Do you really take off your shoes to cook?
Mary Younkin says
I hope you enjoy the salad, Joan.
Heather Swank says
Haven’t tried it yet, but it sounds absolutely delicious! Can’t wait to make it!
Mary Younkin says
Let me know how it goes, Heather.
Gabrielle says
This salad has become my guilty pleasure. I make it just for myself sometimes, especially now that birthday parties and gatherings are so infrequent . And I double the ramen, almonds, and sesame seeds because why not? It doesn’t need more dressing should you choose to make it my way. 😉
Such a slam dunk, thank you!!!
Mary Younkin says
You are welcome, Gabrielle. Thanks for the tip.
mary anna cook says
This is by far the best of any salad. I have been making it just like this for the past 25 years. Everyone loves it.
Mary Younkin says
I’m so happy to hear that, Mary!
Annette Kitagawa says
Haven’t made it yet as I am recovering my surgery and was just browsing when I spied this.
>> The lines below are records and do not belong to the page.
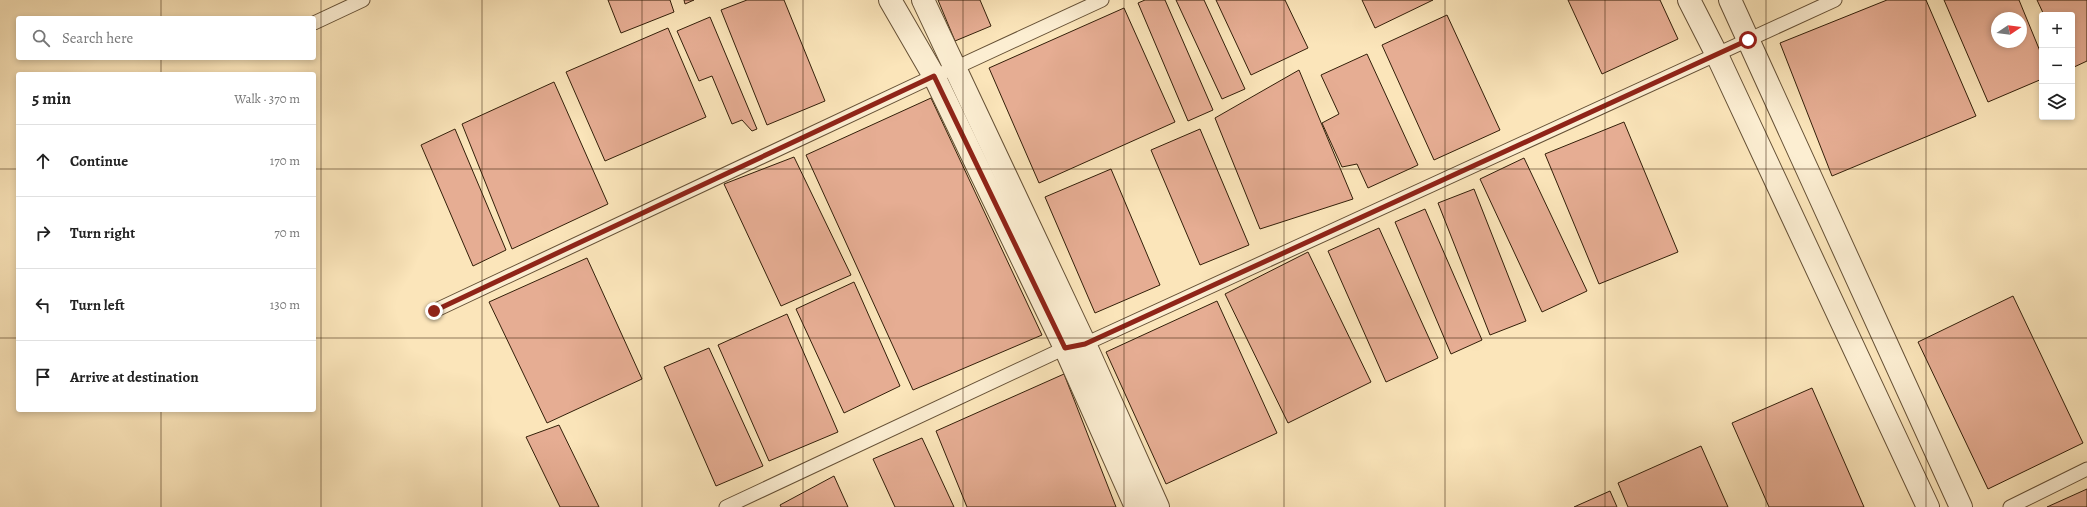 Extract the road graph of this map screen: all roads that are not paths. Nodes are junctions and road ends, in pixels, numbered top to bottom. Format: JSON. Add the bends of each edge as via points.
{"nodes":[{"id":1,"x":363,"y":0,"type":"edge"},
{"id":2,"x":890,"y":0,"type":"edge"},
{"id":3,"x":923,"y":0,"type":"edge"},
{"id":4,"x":1102,"y":0,"type":"edge"},
{"id":5,"x":1689,"y":0,"type":"edge"},
{"id":6,"x":1730,"y":0,"type":"edge"},
{"id":7,"x":1835,"y":0,"type":"edge"},
{"id":8,"x":316,"y":22,"type":"edge"},
{"id":9,"x":1748,"y":40,"type":"junction"},
{"id":10,"x":1716,"y":53,"type":"junction"},
{"id":11,"x":955,"y":68,"type":"junction"},
{"id":12,"x":934,"y":76,"type":"junction"},
{"id":13,"x":434,"y":311,"type":"dead end"},
{"id":14,"x":1075,"y":346,"type":"junction"},
{"id":15,"x":2087,"y":469,"type":"edge"},
{"id":16,"x":726,"y":507,"type":"edge"},
{"id":17,"x":1136,"y":507,"type":"edge"},
{"id":18,"x":1158,"y":507,"type":"edge"},
{"id":19,"x":1928,"y":507,"type":"edge"},
{"id":20,"x":1961,"y":507,"type":"edge"},
{"id":21,"x":2010,"y":507,"type":"edge"}],
"edges":[{"from":1,"to":8,"type":"lane"},
{"from":2,"to":12,"type":"street"},
{"from":3,"to":11,"type":"street"},
{"from":4,"to":11,"type":"lane"},
{"from":5,"to":10,"type":"street"},
{"from":6,"to":9,"type":"street"},
{"from":7,"to":9,"type":"lane"},
{"from":9,"to":10,"type":"lane"},
{"from":9,"to":20,"type":"street"},
{"from":10,"to":14,"type":"lane"},
{"from":10,"to":19,"type":"street"},
{"from":11,"to":12,"type":"lane"},
{"from":11,"to":14,"type":"street"},
{"from":12,"to":13,"type":"lane"},
{"from":12,"to":14,"type":"street"},
{"from":14,"to":16,"type":"lane"},
{"from":14,"to":17,"type":"street"},
{"from":14,"to":18,"type":"street"},
{"from":15,"to":21,"type":"lane"}]} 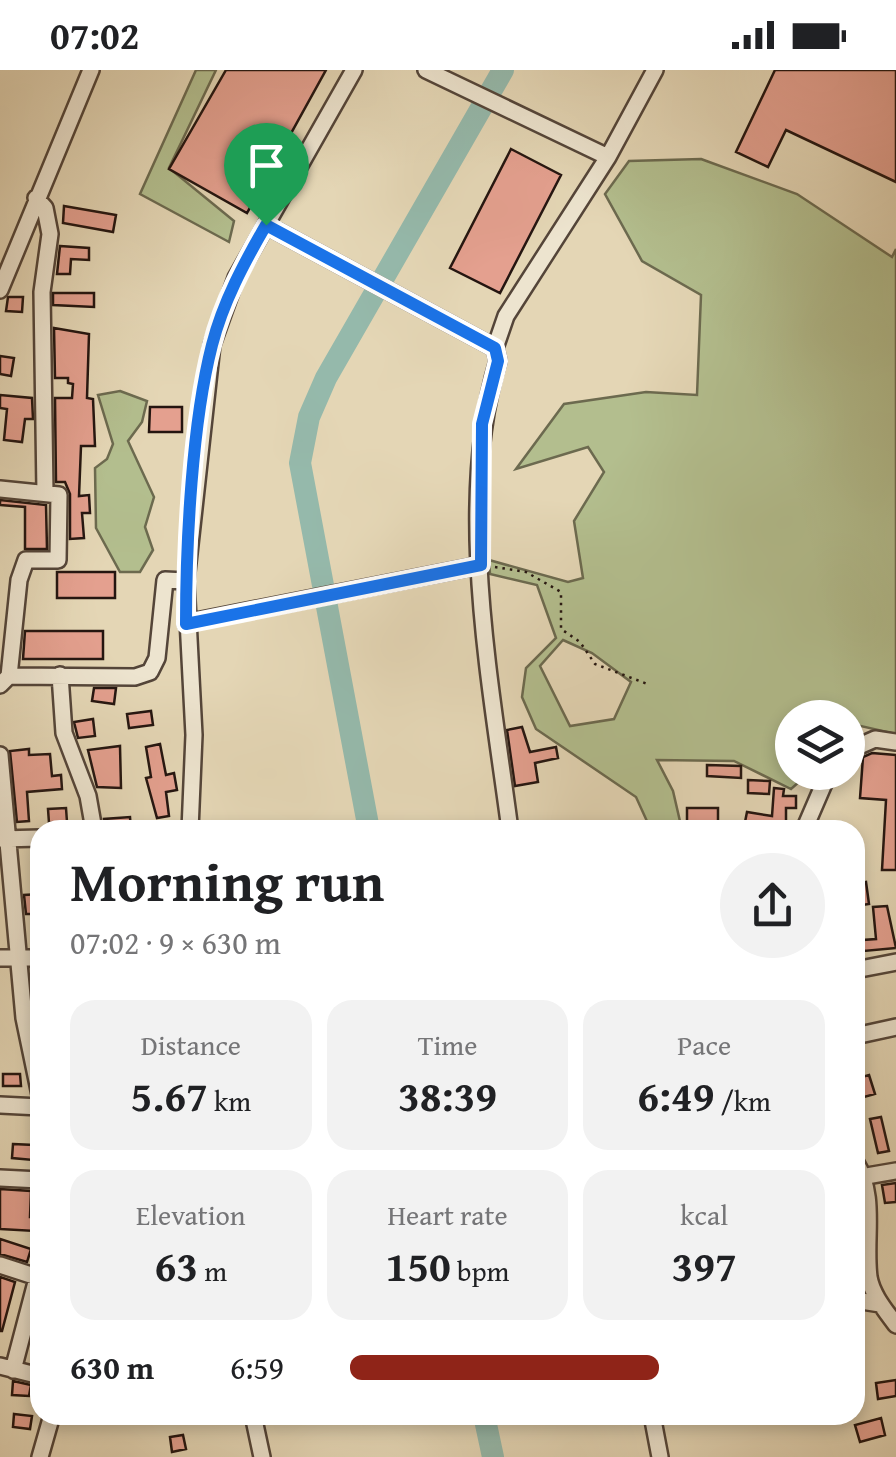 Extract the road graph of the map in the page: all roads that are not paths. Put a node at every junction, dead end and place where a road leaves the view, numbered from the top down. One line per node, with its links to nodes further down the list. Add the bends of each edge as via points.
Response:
1 (91, 70): 6 (street)
2 (354, 70): 7 (street)
3 (426, 70): 5 (street)
4 (655, 70): 5 (street)
5 (608, 158): 9 (street, via 506,316)
6 (36, 198): 8 (street); 11 (street, via 50,234 42,292)
7 (266, 225): 9 (street); 13 (street, via 236,278 212,345)
8 (0, 290)
9 (495, 348): 12 (street, via 480,443)
10 (0, 488): 11 (street)
11 (45, 493): 16 (street, via 58,495 58,560 26,560)
12 (481, 565): 14 (street); 23 (street)
13 (186, 581): 14 (street); 15 (street, via 165,580 150,672)
14 (186, 624): 22 (street, via 194,735)
15 (60, 675): 16 (street); 21 (street, via 64,733)
16 (4, 681)
17 (896, 742): 18 (street)
18 (865, 743)
19 (0, 755): 26 (street)
20 (821, 790): 24 (street)
21 (92, 820)
22 (190, 820)
23 (509, 820)
24 (808, 820)
25 (30, 838): 26 (street)
26 (4, 839): 27 (street)
27 (7, 908): 29 (street)
28 (0, 958): 29 (street)
29 (19, 958): 30 (street); 35 (street)
30 (30, 958)
31 (896, 962): 32 (street)
32 (865, 968)
33 (896, 1027): 34 (street)
34 (865, 1034)
35 (30, 1038)
36 (0, 1105): 37 (street)
37 (30, 1106)
38 (896, 1170): 39 (street)
39 (865, 1175)
40 (0, 1178): 41 (street)
41 (30, 1180)
42 (865, 1238): 47 (street, via 869,1280)
43 (0, 1265): 44 (street)
44 (30, 1270)
45 (30, 1298): 49 (street)
46 (865, 1302): 47 (street)
47 (880, 1304): 48 (street)
48 (896, 1325)
49 (6, 1368)
50 (49, 1425): 53 (street)
51 (256, 1425): 54 (street)
52 (654, 1425): 55 (street)
53 (40, 1457)
54 (262, 1457)
55 (660, 1457) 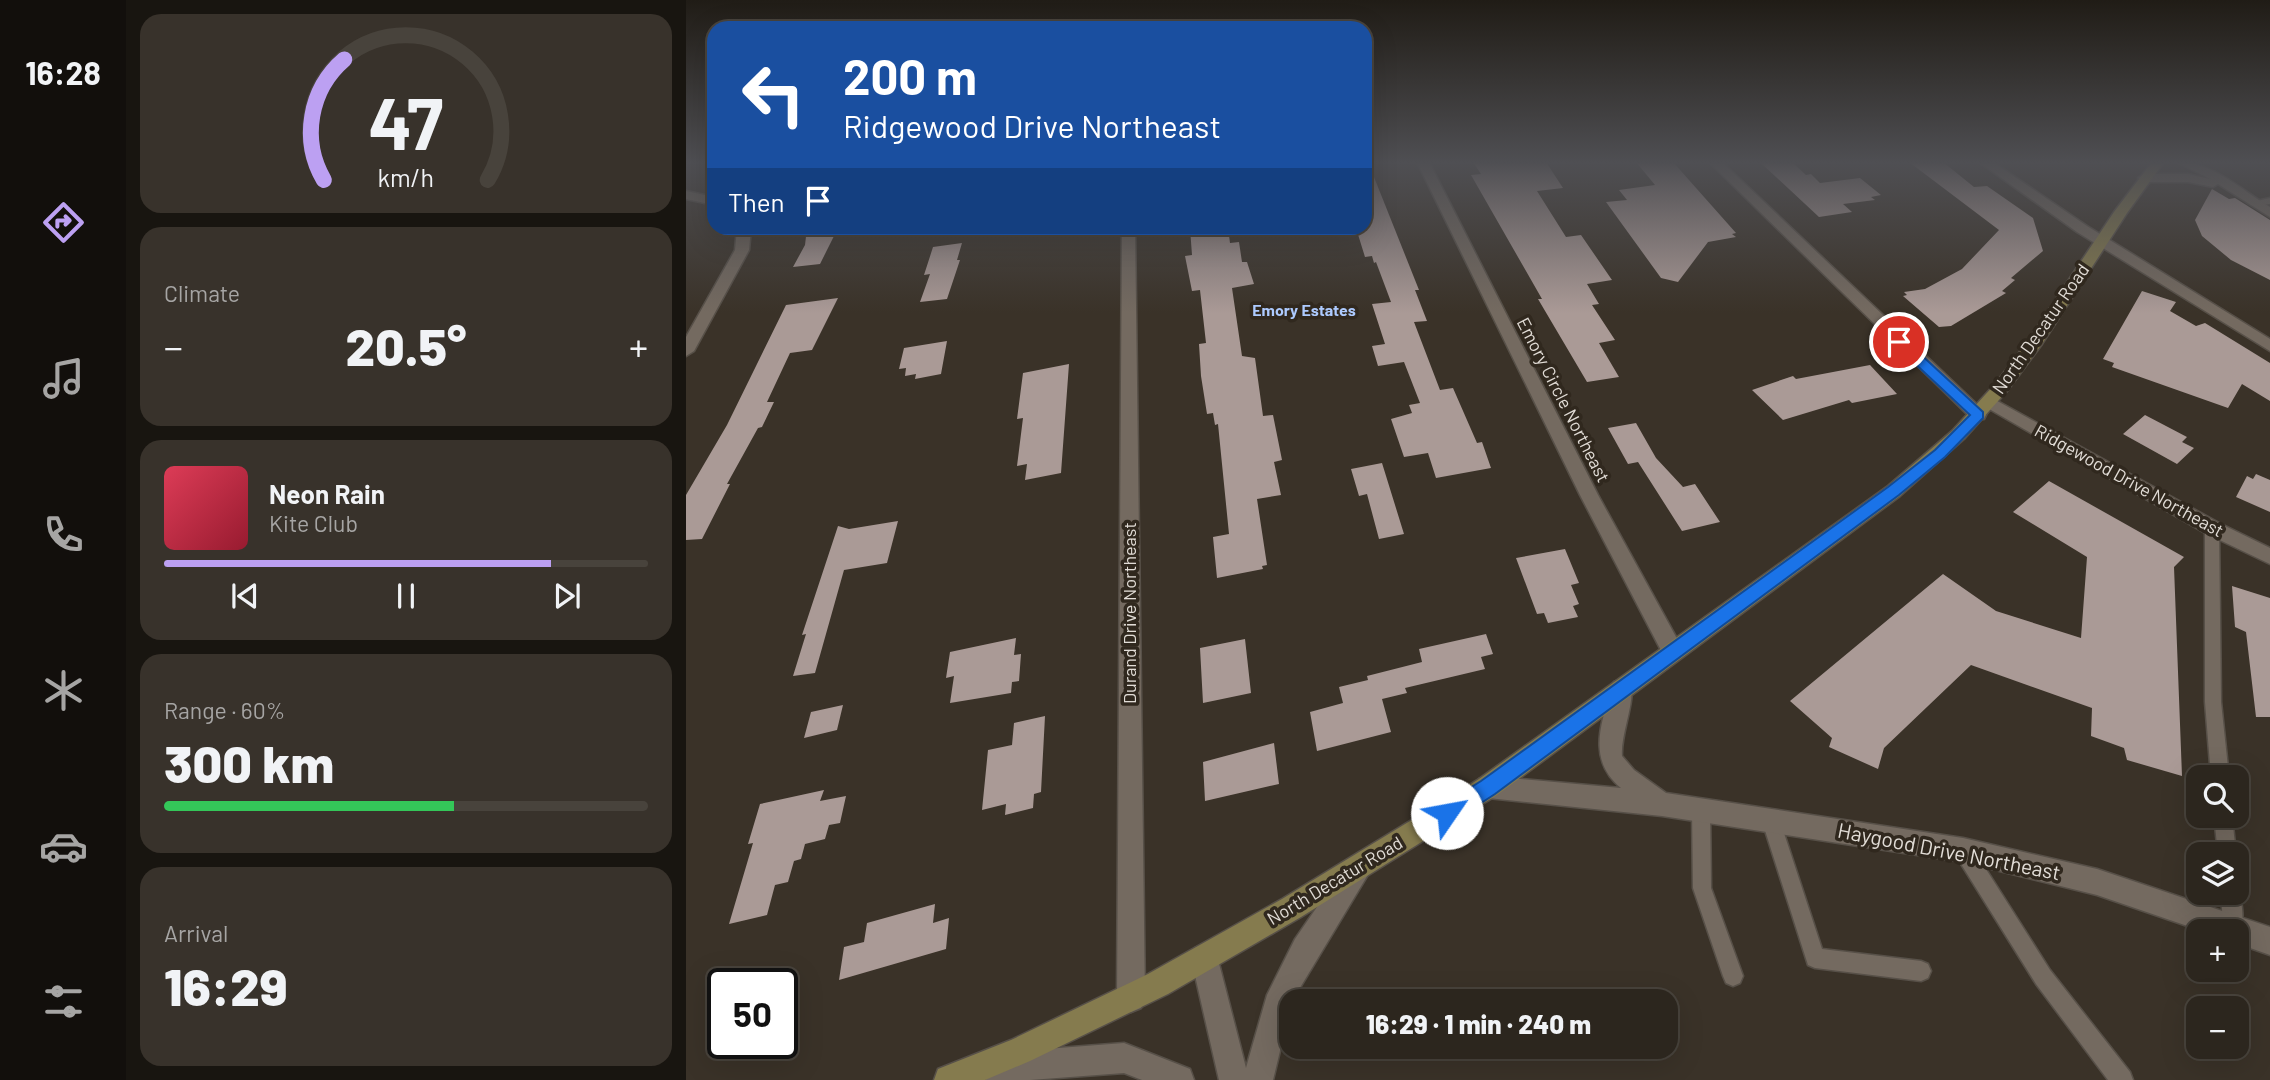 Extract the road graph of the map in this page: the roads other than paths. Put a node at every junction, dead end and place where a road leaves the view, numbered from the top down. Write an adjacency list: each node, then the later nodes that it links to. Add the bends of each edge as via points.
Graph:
1 (1448, 212): 13 (street, Emory Circle Northeast)
2 (1767, 212): 10 (street, Ridgewood Drive Northeast, via 1884,327)
3 (2060, 212): 7 (street)
4 (2118, 212): 7 (main road, North Decatur Road)
5 (745, 235): 9 (street, via 743,250)
6 (1128, 235): 28 (street, Durand Drive Northeast)
7 (2102, 241): 8 (street); 10 (main road, North Decatur Road)
8 (2270, 346)
9 (686, 351)
10 (1984, 409): 11 (street, Ridgewood Drive Northeast); 13 (main road, North Decatur Road, via 1909,479)
11 (2212, 528): 12 (street, Ridgewood Drive Northeast); 15 (lane, via 2213,702)
12 (2270, 557)
13 (1673, 652): 14 (main road, North Decatur Road)
14 (1622, 689): 16 (main road, North Decatur Road); 17 (street, Haygood Drive Northeast, via 1607,747 1611,761 1618,773)
15 (2219, 765)
16 (1488, 787): 17 (street, Haygood Drive Northeast); 21 (main road, North Decatur Road)
17 (1661, 804): 18 (street, Haygood Drive Northeast)
18 (1700, 810): 19 (street, Haygood Drive Northeast); 27 (lane, via 1702,888)
19 (1771, 821): 20 (street, Haygood Drive Northeast); 26 (lane, via 1815,958)
20 (1963, 850): 22 (street, Haygood Drive Northeast, via 2097,882); 34 (lane, via 2043,977)
21 (1359, 868): 25 (main road, North Decatur Road); 33 (street, via 1305,949 1277,1005)
22 (2211, 919)
23 (2249, 932): 24 (street, Haygood Drive Northeast)
24 (2270, 941)
25 (1205, 958): 28 (main road, North Decatur Road); 32 (street)
26 (1921, 971)
27 (1733, 976)
28 (1130, 998): 29 (main road, North Decatur Road)
29 (978, 1069): 30 (main road, North Decatur Road); 31 (street, via 1124,1058)
30 (949, 1080)
31 (1179, 1080)
32 (1234, 1080)
33 (1258, 1080)
34 (2123, 1080)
I haven’t had Ramen Noodle Salad since I left Hawaii in 1993 and often thought about it. Can’t wait to make it and try to “butter” the noodles. Thank you for sharing!
Mary Younkin says
I hope that you will love it as much as we do, Annette.
Marjie Warner says
I have eaten a different version of Asian salad, and I must say this is the best one I have ever eaten.
Mary Younkin says
I’m so glad that you like the salad, Marje.
Tina Fiske says
I just made this recipe for a family BBQ and everyone loved it and wanted the recipe. There were no leftovers. Thanks for the delicious recipe.
Mary Younkin says
I’m so glad that you like the salad, Tina.
Margi Story says
Delicious, easy to prepare recipe!
Mary Younkin says
I’m so glad that you like it, Margi.
Kathy Mozingo says
This looks amazing! I would like to make it for a camping trip. Could I brown the noodles, almonds and sesame seeds a day or two ahead of time and mix it up when I am ready to serve?
Mary Younkin says
You bet, Kathy. It will work great that way.
Mary B says
Ty lovely ramen noodle salad
Mary Younkin says
I’m glad you like the salad, Mary.
Lora Pedicini says
I am making the salad for the first time. What is the best way to clean and shred the Napa Cabbage? I cut off the bottom and I am now regretting that. My leaves are flying all over the place. LOL. I am so excited to try this recipe. I will post the final rating at the end.
Mary Younkin says
It sounds like you already stumbled on the best advice, Lora. Next time you will want to slice from the tip to the root, so that the whole cabbage doesn’t fall apart.
Cynthia says
I’ve been making a version of this salad since college in the seventies, if you want a real wow factor to this dish, do not use olive oil but any light vegetable oil , safflower, peanut, etc. For the real spark, add 1-2 teaspoons of sesame oil to your dressing. I also like to replace have half of the vinegar with orange juice and a teaspoon or so of orange zest. Just my personal taste. Enjoy !
Mary Younkin says
I’m glad you like the salad too, Cynthia!
susan says
I just started to make this. But my dressing is cooling and the oil is sitting on top of sauce…is that normal or do I need to boil it longer?
Mary Younkin says
It’s perfectly normal. Just shake it in a jar or whisk it together. It will still coat the salad nicely, Susan.
Charlotte says
This is a great recipe. I had to use green cabbage because the store wasn’t carrying Napa, but no big deal. I will add chopped red pepper next time but it was really delicious. Easy too. Made it with pork tenderloin… great pairing.
Mary Younkin says
I’m so happy to hear that you like it, Charlotte!
Mel says
It’s delicious! I noticed that at one time you had the dressing on the stove – what’s the difference in the dressing when you make on the stove vs shaking it?
Mary Younkin says
I couldn’t tell a difference in the final result and I definitely appreciated the ease of just shaking it together. That’s my go-to method now, Mel.